◆ Directions ◆
What is needed is the complete listing, repeated exactly.

◆ Records to process ◆
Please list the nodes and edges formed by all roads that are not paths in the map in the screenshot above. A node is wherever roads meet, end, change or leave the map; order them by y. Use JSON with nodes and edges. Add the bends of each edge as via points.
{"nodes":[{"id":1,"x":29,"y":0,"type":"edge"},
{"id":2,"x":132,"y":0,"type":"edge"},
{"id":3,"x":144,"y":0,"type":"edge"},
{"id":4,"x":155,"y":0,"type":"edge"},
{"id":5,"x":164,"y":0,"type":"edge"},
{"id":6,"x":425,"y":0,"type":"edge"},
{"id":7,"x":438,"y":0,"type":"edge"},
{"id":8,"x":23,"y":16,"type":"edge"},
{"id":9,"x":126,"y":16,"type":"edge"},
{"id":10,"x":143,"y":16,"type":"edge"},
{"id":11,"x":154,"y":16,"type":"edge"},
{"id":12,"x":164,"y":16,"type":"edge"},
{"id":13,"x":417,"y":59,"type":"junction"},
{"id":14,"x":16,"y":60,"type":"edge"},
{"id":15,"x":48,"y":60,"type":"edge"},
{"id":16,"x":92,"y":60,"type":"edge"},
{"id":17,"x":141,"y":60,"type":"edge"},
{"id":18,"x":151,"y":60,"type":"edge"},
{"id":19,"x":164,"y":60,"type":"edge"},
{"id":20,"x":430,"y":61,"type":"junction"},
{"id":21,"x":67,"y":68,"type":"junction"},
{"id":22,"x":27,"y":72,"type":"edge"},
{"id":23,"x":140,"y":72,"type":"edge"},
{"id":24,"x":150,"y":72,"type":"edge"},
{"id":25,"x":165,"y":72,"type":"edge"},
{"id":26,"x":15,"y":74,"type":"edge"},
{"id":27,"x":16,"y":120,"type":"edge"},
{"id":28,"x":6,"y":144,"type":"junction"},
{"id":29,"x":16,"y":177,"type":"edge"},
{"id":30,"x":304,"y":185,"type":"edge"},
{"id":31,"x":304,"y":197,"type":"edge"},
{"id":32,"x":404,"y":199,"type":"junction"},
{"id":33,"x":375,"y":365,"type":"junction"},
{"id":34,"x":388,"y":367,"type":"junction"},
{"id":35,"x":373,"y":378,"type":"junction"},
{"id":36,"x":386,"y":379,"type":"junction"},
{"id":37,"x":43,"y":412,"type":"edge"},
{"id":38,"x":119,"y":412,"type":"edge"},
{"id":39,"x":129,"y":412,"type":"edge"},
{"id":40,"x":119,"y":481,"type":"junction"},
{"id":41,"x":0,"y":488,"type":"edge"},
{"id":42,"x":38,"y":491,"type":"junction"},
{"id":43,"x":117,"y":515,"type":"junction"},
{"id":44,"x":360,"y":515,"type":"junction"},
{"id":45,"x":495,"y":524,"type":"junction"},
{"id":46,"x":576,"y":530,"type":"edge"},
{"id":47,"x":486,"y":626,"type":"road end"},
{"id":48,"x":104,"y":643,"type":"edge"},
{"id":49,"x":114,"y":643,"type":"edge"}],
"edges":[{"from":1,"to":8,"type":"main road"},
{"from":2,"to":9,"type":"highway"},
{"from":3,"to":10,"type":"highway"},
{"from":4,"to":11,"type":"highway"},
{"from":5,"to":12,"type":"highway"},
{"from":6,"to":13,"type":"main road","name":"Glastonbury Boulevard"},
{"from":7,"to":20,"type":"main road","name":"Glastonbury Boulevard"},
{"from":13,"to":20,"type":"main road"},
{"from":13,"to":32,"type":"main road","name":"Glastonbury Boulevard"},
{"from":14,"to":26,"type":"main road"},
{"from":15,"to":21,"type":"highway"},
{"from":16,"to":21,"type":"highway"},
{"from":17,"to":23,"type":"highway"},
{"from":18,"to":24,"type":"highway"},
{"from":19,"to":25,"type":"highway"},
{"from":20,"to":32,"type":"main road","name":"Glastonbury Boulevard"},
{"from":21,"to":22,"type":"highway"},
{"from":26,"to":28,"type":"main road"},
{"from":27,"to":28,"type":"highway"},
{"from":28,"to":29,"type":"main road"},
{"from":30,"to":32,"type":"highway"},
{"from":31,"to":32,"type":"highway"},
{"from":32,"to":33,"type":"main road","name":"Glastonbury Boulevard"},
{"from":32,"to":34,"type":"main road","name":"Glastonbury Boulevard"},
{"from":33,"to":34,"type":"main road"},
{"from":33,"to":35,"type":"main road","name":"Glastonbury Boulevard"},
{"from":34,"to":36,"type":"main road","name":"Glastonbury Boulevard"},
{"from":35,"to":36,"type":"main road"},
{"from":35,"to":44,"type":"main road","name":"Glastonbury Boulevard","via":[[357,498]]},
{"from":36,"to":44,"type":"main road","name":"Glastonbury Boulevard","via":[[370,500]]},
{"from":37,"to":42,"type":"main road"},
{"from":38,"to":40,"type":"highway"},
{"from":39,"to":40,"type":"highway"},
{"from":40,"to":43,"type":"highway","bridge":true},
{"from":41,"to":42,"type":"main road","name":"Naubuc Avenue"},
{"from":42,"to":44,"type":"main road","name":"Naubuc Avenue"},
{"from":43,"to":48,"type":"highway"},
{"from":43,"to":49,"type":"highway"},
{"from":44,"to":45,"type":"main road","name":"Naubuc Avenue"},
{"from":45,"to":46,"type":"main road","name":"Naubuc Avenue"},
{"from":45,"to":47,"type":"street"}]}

◆ Output of the task ◆
Please list the nodes and edges formed by all roads that are not paths in the map in the screenshot above. A node is wherever roads meet, end, change or leave the map; order them by y. Use JSON with nodes and edges. Add the bends of each edge as via points.
{"nodes":[{"id":1,"x":29,"y":0,"type":"edge"},
{"id":2,"x":132,"y":0,"type":"edge"},
{"id":3,"x":144,"y":0,"type":"edge"},
{"id":4,"x":155,"y":0,"type":"edge"},
{"id":5,"x":164,"y":0,"type":"edge"},
{"id":6,"x":425,"y":0,"type":"edge"},
{"id":7,"x":438,"y":0,"type":"edge"},
{"id":8,"x":23,"y":16,"type":"edge"},
{"id":9,"x":126,"y":16,"type":"edge"},
{"id":10,"x":143,"y":16,"type":"edge"},
{"id":11,"x":154,"y":16,"type":"edge"},
{"id":12,"x":164,"y":16,"type":"edge"},
{"id":13,"x":417,"y":59,"type":"junction"},
{"id":14,"x":16,"y":60,"type":"edge"},
{"id":15,"x":48,"y":60,"type":"edge"},
{"id":16,"x":92,"y":60,"type":"edge"},
{"id":17,"x":141,"y":60,"type":"edge"},
{"id":18,"x":151,"y":60,"type":"edge"},
{"id":19,"x":164,"y":60,"type":"edge"},
{"id":20,"x":430,"y":61,"type":"junction"},
{"id":21,"x":67,"y":68,"type":"junction"},
{"id":22,"x":27,"y":72,"type":"edge"},
{"id":23,"x":140,"y":72,"type":"edge"},
{"id":24,"x":150,"y":72,"type":"edge"},
{"id":25,"x":165,"y":72,"type":"edge"},
{"id":26,"x":15,"y":74,"type":"edge"},
{"id":27,"x":16,"y":120,"type":"edge"},
{"id":28,"x":6,"y":144,"type":"junction"},
{"id":29,"x":16,"y":177,"type":"edge"},
{"id":30,"x":304,"y":185,"type":"edge"},
{"id":31,"x":304,"y":197,"type":"edge"},
{"id":32,"x":404,"y":199,"type":"junction"},
{"id":33,"x":375,"y":365,"type":"junction"},
{"id":34,"x":388,"y":367,"type":"junction"},
{"id":35,"x":373,"y":378,"type":"junction"},
{"id":36,"x":386,"y":379,"type":"junction"},
{"id":37,"x":43,"y":412,"type":"edge"},
{"id":38,"x":119,"y":412,"type":"edge"},
{"id":39,"x":129,"y":412,"type":"edge"},
{"id":40,"x":119,"y":481,"type":"junction"},
{"id":41,"x":0,"y":488,"type":"edge"},
{"id":42,"x":38,"y":491,"type":"junction"},
{"id":43,"x":117,"y":515,"type":"junction"},
{"id":44,"x":360,"y":515,"type":"junction"},
{"id":45,"x":495,"y":524,"type":"junction"},
{"id":46,"x":576,"y":530,"type":"edge"},
{"id":47,"x":486,"y":626,"type":"road end"},
{"id":48,"x":104,"y":643,"type":"edge"},
{"id":49,"x":114,"y":643,"type":"edge"}],
"edges":[{"from":1,"to":8,"type":"main road"},
{"from":2,"to":9,"type":"highway"},
{"from":3,"to":10,"type":"highway"},
{"from":4,"to":11,"type":"highway"},
{"from":5,"to":12,"type":"highway"},
{"from":6,"to":13,"type":"main road","name":"Glastonbury Boulevard"},
{"from":7,"to":20,"type":"main road","name":"Glastonbury Boulevard"},
{"from":13,"to":20,"type":"main road"},
{"from":13,"to":32,"type":"main road","name":"Glastonbury Boulevard"},
{"from":14,"to":26,"type":"main road"},
{"from":15,"to":21,"type":"highway"},
{"from":16,"to":21,"type":"highway"},
{"from":17,"to":23,"type":"highway"},
{"from":18,"to":24,"type":"highway"},
{"from":19,"to":25,"type":"highway"},
{"from":20,"to":32,"type":"main road","name":"Glastonbury Boulevard"},
{"from":21,"to":22,"type":"highway"},
{"from":26,"to":28,"type":"main road"},
{"from":27,"to":28,"type":"highway"},
{"from":28,"to":29,"type":"main road"},
{"from":30,"to":32,"type":"highway"},
{"from":31,"to":32,"type":"highway"},
{"from":32,"to":33,"type":"main road","name":"Glastonbury Boulevard"},
{"from":32,"to":34,"type":"main road","name":"Glastonbury Boulevard"},
{"from":33,"to":34,"type":"main road"},
{"from":33,"to":35,"type":"main road","name":"Glastonbury Boulevard"},
{"from":34,"to":36,"type":"main road","name":"Glastonbury Boulevard"},
{"from":35,"to":36,"type":"main road"},
{"from":35,"to":44,"type":"main road","name":"Glastonbury Boulevard","via":[[357,498]]},
{"from":36,"to":44,"type":"main road","name":"Glastonbury Boulevard","via":[[370,500]]},
{"from":37,"to":42,"type":"main road"},
{"from":38,"to":40,"type":"highway"},
{"from":39,"to":40,"type":"highway"},
{"from":40,"to":43,"type":"highway","bridge":true},
{"from":41,"to":42,"type":"main road","name":"Naubuc Avenue"},
{"from":42,"to":44,"type":"main road","name":"Naubuc Avenue"},
{"from":43,"to":48,"type":"highway"},
{"from":43,"to":49,"type":"highway"},
{"from":44,"to":45,"type":"main road","name":"Naubuc Avenue"},
{"from":45,"to":46,"type":"main road","name":"Naubuc Avenue"},
{"from":45,"to":47,"type":"street"}]}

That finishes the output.